11.) Gossip reflects more poorly on the person speaking it. We all love a good, juicy story. Who doesn’t? but spreading or even just repeating a rumor that you don’t even know it was true, just to have something to talk about? Who has time for that? That is just bad character.

12.) Don’t be afraid to take off your rose colored glasses. The world isn’t perfect. There is pain. Don’t get stuck thinking life is some ideal world where everything is perfect. The small imperfections are where you will find beauty, peace, and your true self.

13.) Get involved! Join a club, join a youth group, be in student council, support a charity, go to the school football games, be on the dance team, just get involved! It is not only good for social and spiritual reasons, but it is also good looking on resumes, and I promise you won’t regret that.

14.) Think before you speak. Is it kind? Is it true? Is it necessary? Are you saying this out of anger? They say never to make promises when you’re happy, never reply when you’re angry, and never make a decision when you’re experiencing sadness. Do not become a victim of your emotions. Emotions shouldn’t control your words, and if you let them, it will lead to regrets.

15.) Be contented. This goes back to the commandments. Don’t covet! Be happy with what you have. Be content with who you are. Don’t wish you had more, be happy with yourself.

16.) Ask for help. Don’t fear being ridiculed. Don’t feel like you’re “stupid” for needing help. It’s a sign of maturity to realize when the problem is bigger than something you can handle. Always ask for help when you need it, you won’t regret it. I cannot stress this enough. I always feared asking for help, and now, in retrospect, I realize I needed help with much more than I realized.

17.) They will still love you. Your parents will still love you if you mess up. They’re your parents! I never fully grasped this. No matter how badly you mess up, they will still love you. Your friends will still love you even if you don’t go to the party they are throwing when you know it’s not a good environment for you to be in (or else they aren’t really your friends.) Your significant others will still love you if you don’t want to take the next step, or else they don’t really love you at all.

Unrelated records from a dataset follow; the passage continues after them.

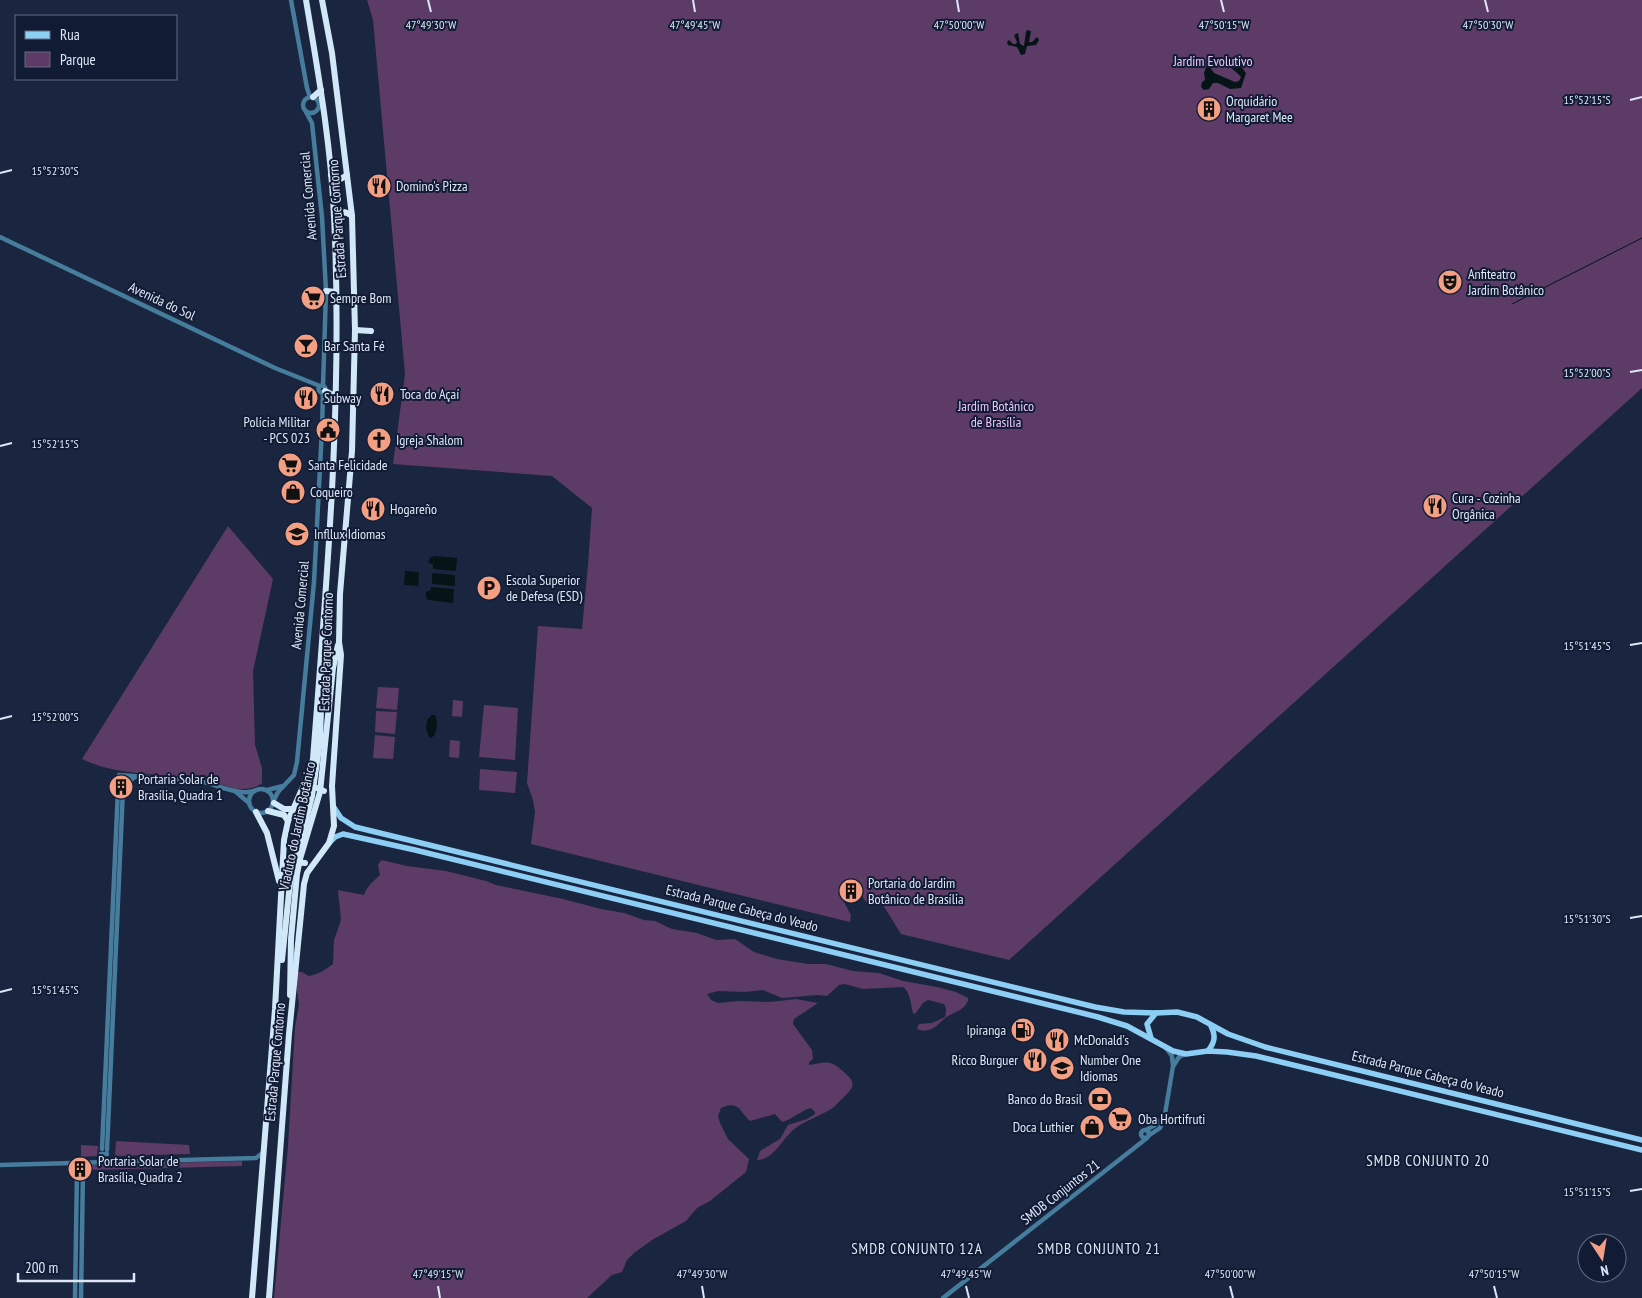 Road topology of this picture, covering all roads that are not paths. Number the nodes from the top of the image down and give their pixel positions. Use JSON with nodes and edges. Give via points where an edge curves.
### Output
{"nodes":[{"id":1,"x":291,"y":0,"type":"edge"},
{"id":2,"x":306,"y":0,"type":"edge"},
{"id":3,"x":322,"y":0,"type":"edge"},
{"id":4,"x":321,"y":90,"type":"junction"},
{"id":5,"x":310,"y":98,"type":"junction"},
{"id":6,"x":312,"y":113,"type":"junction"},
{"id":7,"x":325,"y":119,"type":"junction"},
{"id":8,"x":312,"y":124,"type":"junction"},
{"id":9,"x":331,"y":175,"type":"junction"},
{"id":10,"x":348,"y":175,"type":"junction"},
{"id":11,"x":334,"y":216,"type":"junction"},
{"id":12,"x":352,"y":216,"type":"junction"},
{"id":13,"x":0,"y":237,"type":"edge"},
{"id":14,"x":326,"y":291,"type":"junction"},
{"id":15,"x":336,"y":292,"type":"junction"},
{"id":16,"x":356,"y":330,"type":"junction"},
{"id":17,"x":371,"y":330,"type":"dead end"},
{"id":18,"x":336,"y":386,"type":"junction"},
{"id":19,"x":323,"y":389,"type":"junction"},
{"id":20,"x":336,"y":401,"type":"junction"},
{"id":21,"x":339,"y":642,"type":"junction"},
{"id":22,"x":320,"y":655,"type":"junction"},
{"id":23,"x":136,"y":777,"type":"junction"},
{"id":24,"x":121,"y":786,"type":"junction"},
{"id":25,"x":285,"y":786,"type":"junction"},
{"id":26,"x":267,"y":790,"type":"junction"},
{"id":27,"x":234,"y":791,"type":"junction"},
{"id":28,"x":254,"y":791,"type":"junction"},
{"id":29,"x":298,"y":796,"type":"junction"},
{"id":30,"x":274,"y":801,"type":"junction"},
{"id":31,"x":249,"y":803,"type":"junction"},
{"id":32,"x":332,"y":804,"type":"junction"},
{"id":33,"x":292,"y":809,"type":"junction"},
{"id":34,"x":268,"y":811,"type":"junction"},
{"id":35,"x":256,"y":812,"type":"junction"},
{"id":36,"x":288,"y":821,"type":"junction"},
{"id":37,"x":329,"y":843,"type":"junction"},
{"id":38,"x":284,"y":852,"type":"junction"},
{"id":39,"x":316,"y":859,"type":"junction"},
{"id":40,"x":547,"y":873,"type":"junction"},
{"id":41,"x":556,"y":875,"type":"junction"},
{"id":42,"x":545,"y":882,"type":"junction"},
{"id":43,"x":553,"y":884,"type":"junction"},
{"id":44,"x":282,"y":896,"type":"junction"},
{"id":45,"x":1156,"y":1013,"type":"junction"},
{"id":46,"x":291,"y":1017,"type":"junction"},
{"id":47,"x":274,"y":1022,"type":"junction"},
{"id":48,"x":1211,"y":1026,"type":"junction"},
{"id":49,"x":1151,"y":1038,"type":"junction"},
{"id":50,"x":1165,"y":1047,"type":"junction"},
{"id":51,"x":1208,"y":1051,"type":"junction"},
{"id":52,"x":1186,"y":1054,"type":"junction"},
{"id":53,"x":1173,"y":1066,"type":"junction"},
{"id":54,"x":1165,"y":1114,"type":"junction"},
{"id":55,"x":1146,"y":1130,"type":"junction"},
{"id":56,"x":1141,"y":1136,"type":"junction"},
{"id":57,"x":1148,"y":1137,"type":"junction"},
{"id":58,"x":1642,"y":1140,"type":"edge"},
{"id":59,"x":1133,"y":1149,"type":"junction"},
{"id":60,"x":1642,"y":1150,"type":"edge"},
{"id":61,"x":264,"y":1152,"type":"junction"},
{"id":62,"x":256,"y":1158,"type":"junction"},
{"id":63,"x":104,"y":1161,"type":"junction"},
{"id":64,"x":263,"y":1163,"type":"junction"},
{"id":65,"x":0,"y":1165,"type":"edge"},
{"id":66,"x":77,"y":1169,"type":"junction"},
{"id":67,"x":84,"y":1169,"type":"junction"},
{"id":68,"x":75,"y":1298,"type":"edge"},
{"id":69,"x":81,"y":1298,"type":"edge"},
{"id":70,"x":252,"y":1298,"type":"edge"},
{"id":71,"x":269,"y":1298,"type":"edge"},
{"id":72,"x":943,"y":1298,"type":"edge"}],
"edges":[{"from":1,"to":5,"type":"street","name":"Avenida Comercial"},
{"from":2,"to":4,"type":"highway","name":"Estrada Parque Contorno"},
{"from":3,"to":10,"type":"highway","name":"Estrada Parque Contorno"},
{"from":4,"to":5,"type":"highway"},
{"from":4,"to":7,"type":"highway","name":"Estrada Parque Contorno"},
{"from":5,"to":6,"type":"street","name":"Avenida Comercial","via":[[304,104]]},
{"from":5,"to":6,"type":"street","name":"Avenida Comercial","via":[[318,105]]},
{"from":6,"to":7,"type":"highway"},
{"from":6,"to":8,"type":"street","name":"Avenida Comercial"},
{"from":6,"to":8,"type":"street","name":"Avenida Comercial"},
{"from":7,"to":9,"type":"highway","name":"Estrada Parque Contorno"},
{"from":8,"to":14,"type":"street","name":"Avenida Comercial","via":[[322,213]]},
{"from":9,"to":10,"type":"highway","via":[[339,180]]},
{"from":9,"to":11,"type":"highway","name":"Estrada Parque Contorno"},
{"from":10,"to":12,"type":"highway","name":"Estrada Parque Contorno"},
{"from":11,"to":12,"type":"highway","via":[[341,212]]},
{"from":11,"to":15,"type":"highway","name":"Estrada Parque Contorno"},
{"from":12,"to":16,"type":"highway","name":"Estrada Parque Contorno"},
{"from":13,"to":19,"type":"street","name":"Avenida do Sol"},
{"from":14,"to":15,"type":"highway"},
{"from":14,"to":19,"type":"street","name":"Avenida Comercial"},
{"from":15,"to":18,"type":"highway","name":"Estrada Parque Contorno"},
{"from":16,"to":17,"type":"highway"},
{"from":16,"to":21,"type":"highway","name":"Estrada Parque Contorno","via":[[352,451]]},
{"from":18,"to":19,"type":"highway"},
{"from":18,"to":20,"type":"highway","name":"Estrada Parque Contorno"},
{"from":19,"to":20,"type":"highway"},
{"from":19,"to":25,"type":"street","name":"Avenida Comercial","via":[[309,639],[297,762],[294,775]]},
{"from":20,"to":22,"type":"highway","name":"Estrada Parque Contorno"},
{"from":21,"to":32,"type":"highway","name":"Estrada Parque Contorno","via":[[341,655]]},
{"from":21,"to":46,"type":"highway","name":"Viaduto do Jardim Botânico","via":[[333,668],[320,792],[295,888]]},
{"from":22,"to":29,"type":"highway","name":"Estrada Parque Contorno","via":[[313,759]]},
{"from":22,"to":47,"type":"highway","name":"Viaduto do Jardim Botânico","via":[[323,685],[320,741],[312,796],[290,883]]},
{"from":23,"to":24,"type":"street"},
{"from":23,"to":24,"type":"street","via":[[119,775]]},
{"from":23,"to":27,"type":"street","via":[[200,781]]},
{"from":24,"to":63,"type":"street"},
{"from":25,"to":26,"type":"street"},
{"from":25,"to":30,"type":"street","name":"Avenida Comercial"},
{"from":26,"to":28,"type":"street"},
{"from":26,"to":30,"type":"street"},
{"from":27,"to":28,"type":"street"},
{"from":27,"to":31,"type":"street"},
{"from":28,"to":31,"type":"street"},
{"from":29,"to":32,"type":"highway","bridge":true,"via":[[314,788],[324,791]]},
{"from":29,"to":33,"type":"highway","name":"Estrada Parque Contorno"},
{"from":30,"to":33,"type":"highway","via":[[284,809]]},
{"from":30,"to":34,"type":"street"},
{"from":31,"to":35,"type":"street"},
{"from":32,"to":37,"type":"highway","name":"Estrada Parque Contorno","via":[[334,826]]},
{"from":32,"to":40,"type":"main road","name":"Estrada Parque Cabeça do Veado","via":[[341,818],[355,827]]},
{"from":33,"to":36,"type":"highway","name":"Estrada Parque Contorno"},
{"from":34,"to":35,"type":"street"},
{"from":34,"to":36,"type":"highway","via":[[284,815]]},
{"from":35,"to":44,"type":"highway","via":[[267,833]]},
{"from":36,"to":38,"type":"highway","name":"Estrada Parque Contorno"},
{"from":37,"to":39,"type":"highway","name":"Estrada Parque Contorno"},
{"from":37,"to":42,"type":"main road","name":"Estrada Parque Cabeça do Veado","via":[[343,834]]},
{"from":38,"to":39,"type":"highway","bridge":true,"via":[[293,862],[305,863]]},
{"from":38,"to":44,"type":"highway","name":"Estrada Parque Contorno"},
{"from":39,"to":46,"type":"highway","name":"Estrada Parque Contorno","via":[[304,884]]},
{"from":40,"to":41,"type":"main road","name":"Estrada Parque Cabeça do Veado"},
{"from":40,"to":42,"type":"main road"},
{"from":41,"to":43,"type":"main road"},
{"from":41,"to":45,"type":"main road","name":"Estrada Parque Cabeça do Veado","via":[[1110,1010]]},
{"from":42,"to":43,"type":"main road","name":"Estrada Parque Cabeça do Veado"},
{"from":43,"to":49,"type":"main road","name":"Estrada Parque Cabeça do Veado","via":[[1098,1017]]},
{"from":44,"to":47,"type":"highway","name":"Estrada Parque Contorno"},
{"from":45,"to":48,"type":"main road","via":[[1177,1012],[1197,1017]]},
{"from":45,"to":49,"type":"main road","via":[[1147,1024]]},
{"from":46,"to":71,"type":"highway","name":"Estrada Parque Contorno"},
{"from":47,"to":61,"type":"highway","name":"Estrada Parque Contorno"},
{"from":48,"to":51,"type":"main road","via":[[1215,1036]]},
{"from":48,"to":58,"type":"main road","name":"Estrada Parque Cabeça do Veado","via":[[1265,1047]]},
{"from":49,"to":50,"type":"main road"},
{"from":50,"to":52,"type":"main road"},
{"from":50,"to":53,"type":"street","via":[[1172,1056]]},
{"from":51,"to":52,"type":"main road"},
{"from":51,"to":60,"type":"main road","name":"Estrada Parque Cabeça do Veado","via":[[1256,1056]]},
{"from":52,"to":53,"type":"street","via":[[1176,1059]]},
{"from":53,"to":54,"type":"street"},
{"from":54,"to":55,"type":"street"},
{"from":54,"to":57,"type":"street","name":"SMDB Conjuntos 21","via":[[1160,1128]]},
{"from":55,"to":56,"type":"street"},
{"from":55,"to":57,"type":"street"},
{"from":56,"to":57,"type":"street"},
{"from":56,"to":59,"type":"street","name":"SMDB Conjuntos 21"},
{"from":57,"to":59,"type":"street","name":"SMDB Conjuntos 21"},
{"from":59,"to":72,"type":"street","name":"SMDB Conjuntos 21"},
{"from":61,"to":62,"type":"street"},
{"from":61,"to":64,"type":"highway","name":"Estrada Parque Contorno"},
{"from":62,"to":63,"type":"street"},
{"from":62,"to":64,"type":"street"},
{"from":63,"to":67,"type":"street"},
{"from":64,"to":70,"type":"highway","name":"Estrada Parque Contorno"},
{"from":65,"to":66,"type":"street"},
{"from":66,"to":67,"type":"street"},
{"from":66,"to":67,"type":"street"},
{"from":66,"to":68,"type":"street"},
{"from":67,"to":69,"type":"street"}]}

18.) Draw your OWN conclusions. Even if your friends don’t like someone, draw your own conclusion about the person. Make up your own mind about where you want to go to school. Create your own fashion sense. Be your own person, and not just the clone of your friends or what is “popular” at the moment. Individuals are far more fabulous!

I really hope the high schoolers out there are more savvy and suave at high school than I was. It’s a very impressionable time, and it can shape people into the young men and women they are going to be for  the rest of your lives. I hope this advice is something you all would agree with, and if you’re going into high school, give this a shot. You might just have a more positive experience than most!